All records, minus the pictures: write them out exactly.

Start of RECORDS

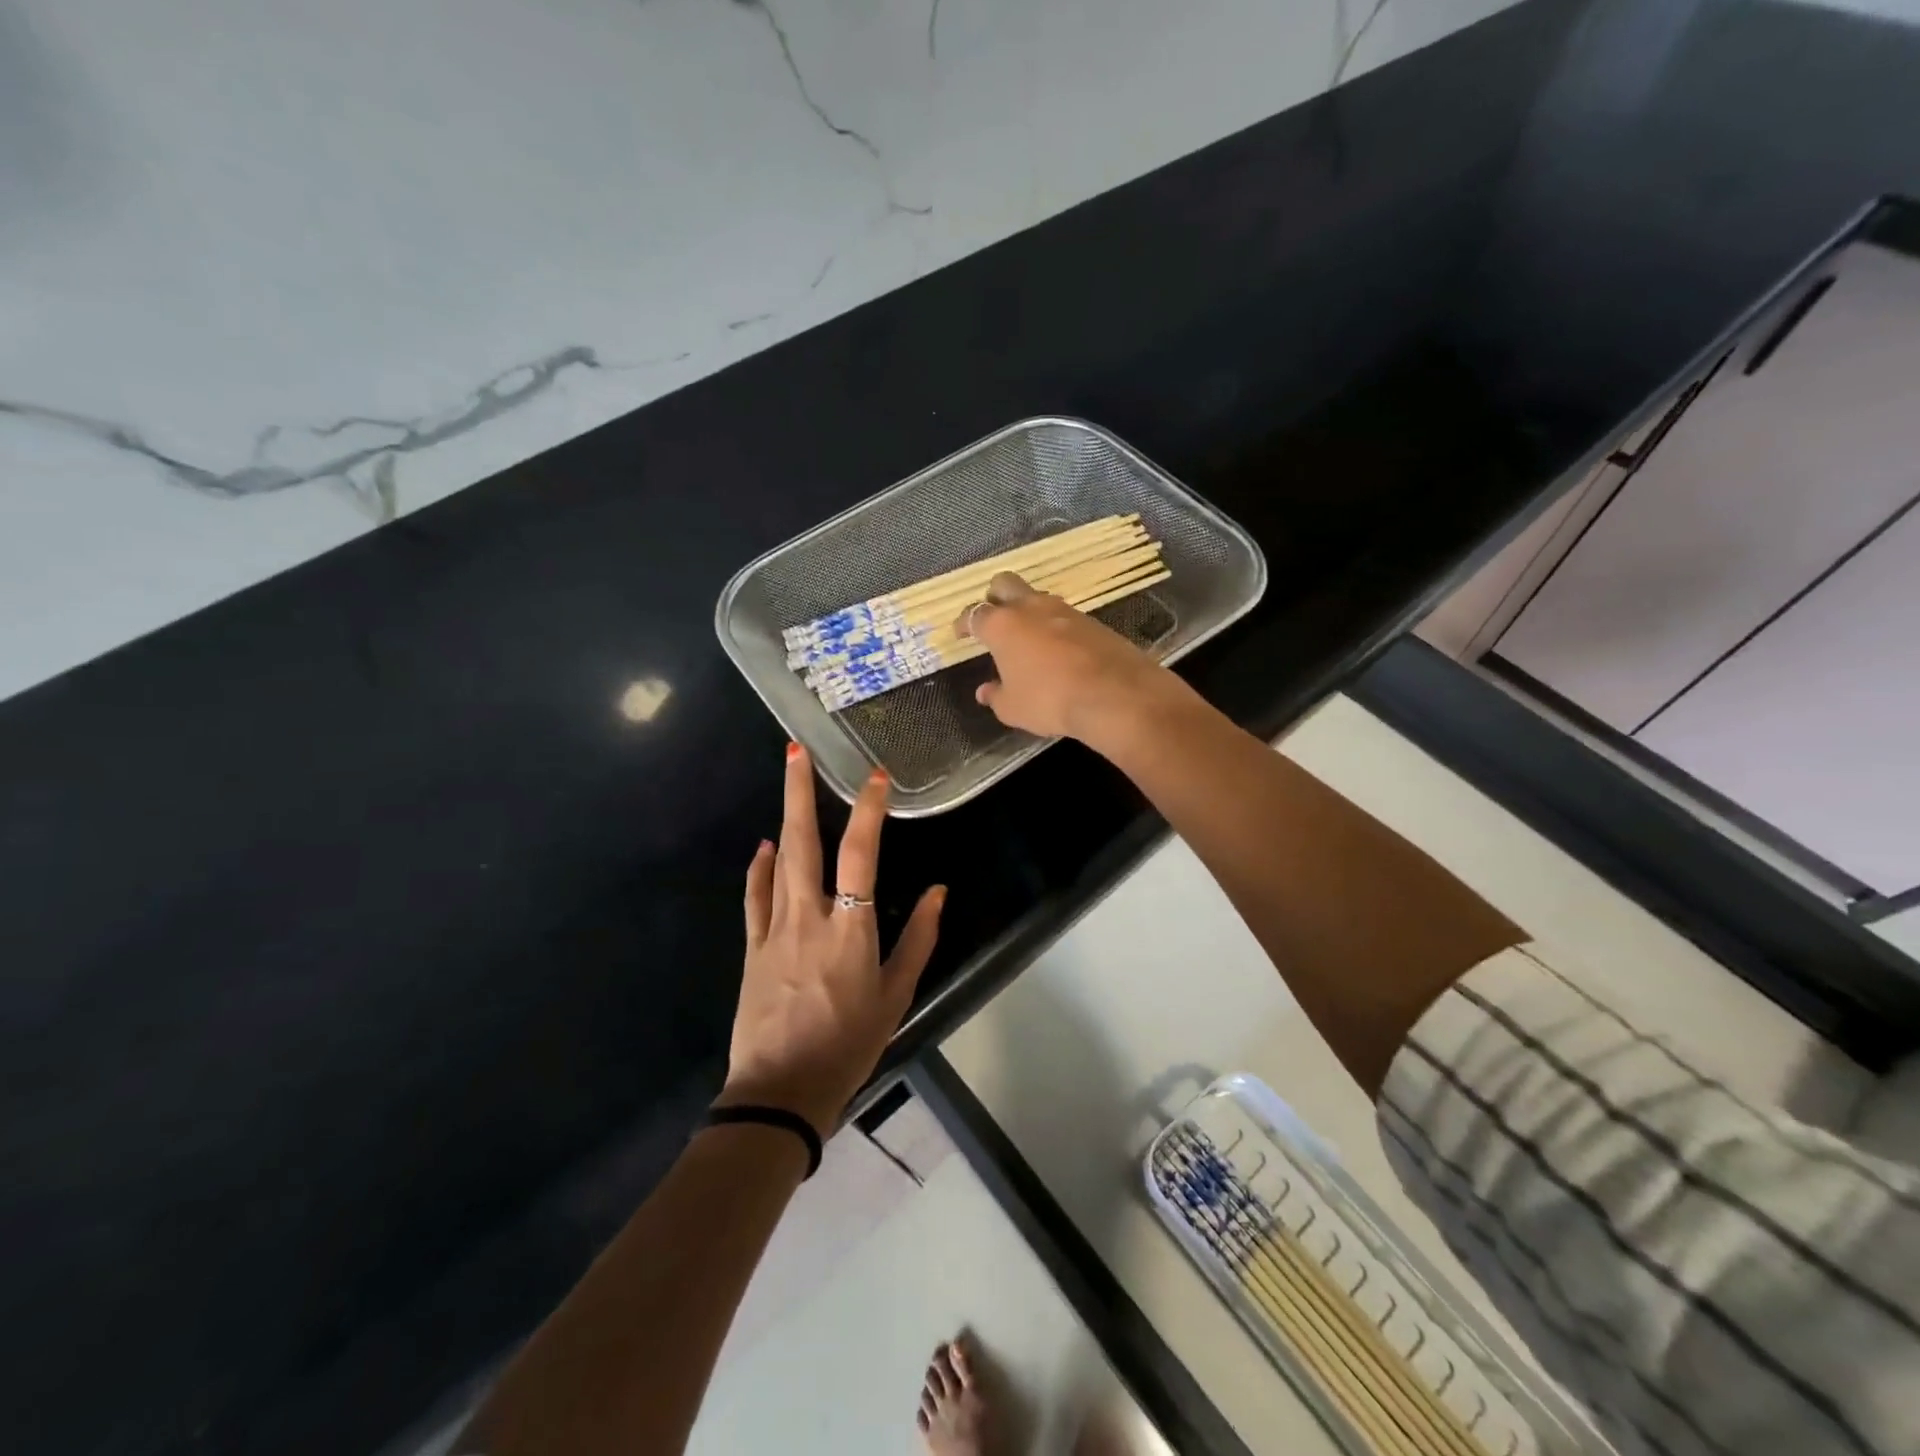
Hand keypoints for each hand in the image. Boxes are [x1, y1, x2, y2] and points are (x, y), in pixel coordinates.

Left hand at [722, 743, 944, 1135]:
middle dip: (799, 791)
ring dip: (783, 817)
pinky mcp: (752, 948)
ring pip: (778, 861)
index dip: (869, 810)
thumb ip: (919, 939)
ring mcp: (774, 930)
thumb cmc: (849, 1045)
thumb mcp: (897, 996)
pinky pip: (754, 898)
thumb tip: (938, 892)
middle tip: (796, 750)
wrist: (781, 1092)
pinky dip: (759, 869)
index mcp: (850, 929)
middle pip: (804, 841)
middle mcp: (809, 917)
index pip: (861, 854)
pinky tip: (763, 848)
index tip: (876, 777)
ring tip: (786, 780)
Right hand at [960, 571, 1186, 747]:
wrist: (1114, 693)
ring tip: (1026, 636)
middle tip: (992, 617)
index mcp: (1002, 625)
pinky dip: (1054, 626)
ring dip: (1027, 611)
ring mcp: (1064, 610)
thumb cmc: (1050, 700)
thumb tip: (985, 691)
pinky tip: (1057, 648)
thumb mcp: (1013, 708)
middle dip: (994, 597)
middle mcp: (1030, 608)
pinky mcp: (1091, 620)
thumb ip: (996, 696)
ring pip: (1036, 597)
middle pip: (1004, 584)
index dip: (963, 623)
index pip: (973, 614)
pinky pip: (1063, 616)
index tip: (960, 633)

End of RECORDS

• _SOLUTION_
Hand keypoints for each hand in the image. Boxes are [x1, y1, x2, y2] and points are (x, y), in pixel coordinates.

Left hand at [722, 743, 944, 1135]:
middle dip: (799, 791)
ring dip: (783, 817)
pinky mcp: (752, 948)
ring pip: (778, 861)
index dip: (869, 810)
thumb ip: (919, 939)
ring mcp: (774, 930)
thumb cmc: (849, 1045)
thumb mcp: (897, 996)
pinky pip: (754, 898)
thumb tip: (938, 892)
middle tip: (796, 750)
wrist: (781, 1092)
pinky dip: (759, 869)
index mcp: (850, 929)
middle pip: (804, 841)
middle mcp: (809, 917)
index pip: (861, 854)
pinky tip: (763, 848)
index tip: (876, 777)
ring tip: (786, 780)
Right hand at [960, 571, 1186, 747]:
wrist: (1114, 693)
ring tip: (1026, 636)
middle tip: (992, 617)
index mcp: (1002, 625)
pinky dip: (1054, 626)
ring dip: (1027, 611)
ring mcp: (1064, 610)
thumb cmc: (1050, 700)
thumb tip: (985, 691)
pinky tip: (1057, 648)
thumb mcp: (1013, 708)
middle dip: (994, 597)
middle mcp: (1030, 608)
pinky mcp: (1091, 620)
thumb ip: (996, 696)
ring pip: (1036, 597)
middle pip: (1004, 584)
index dip: (963, 623)
index pip: (973, 614)
pinky pip: (1063, 616)
index tip: (960, 633)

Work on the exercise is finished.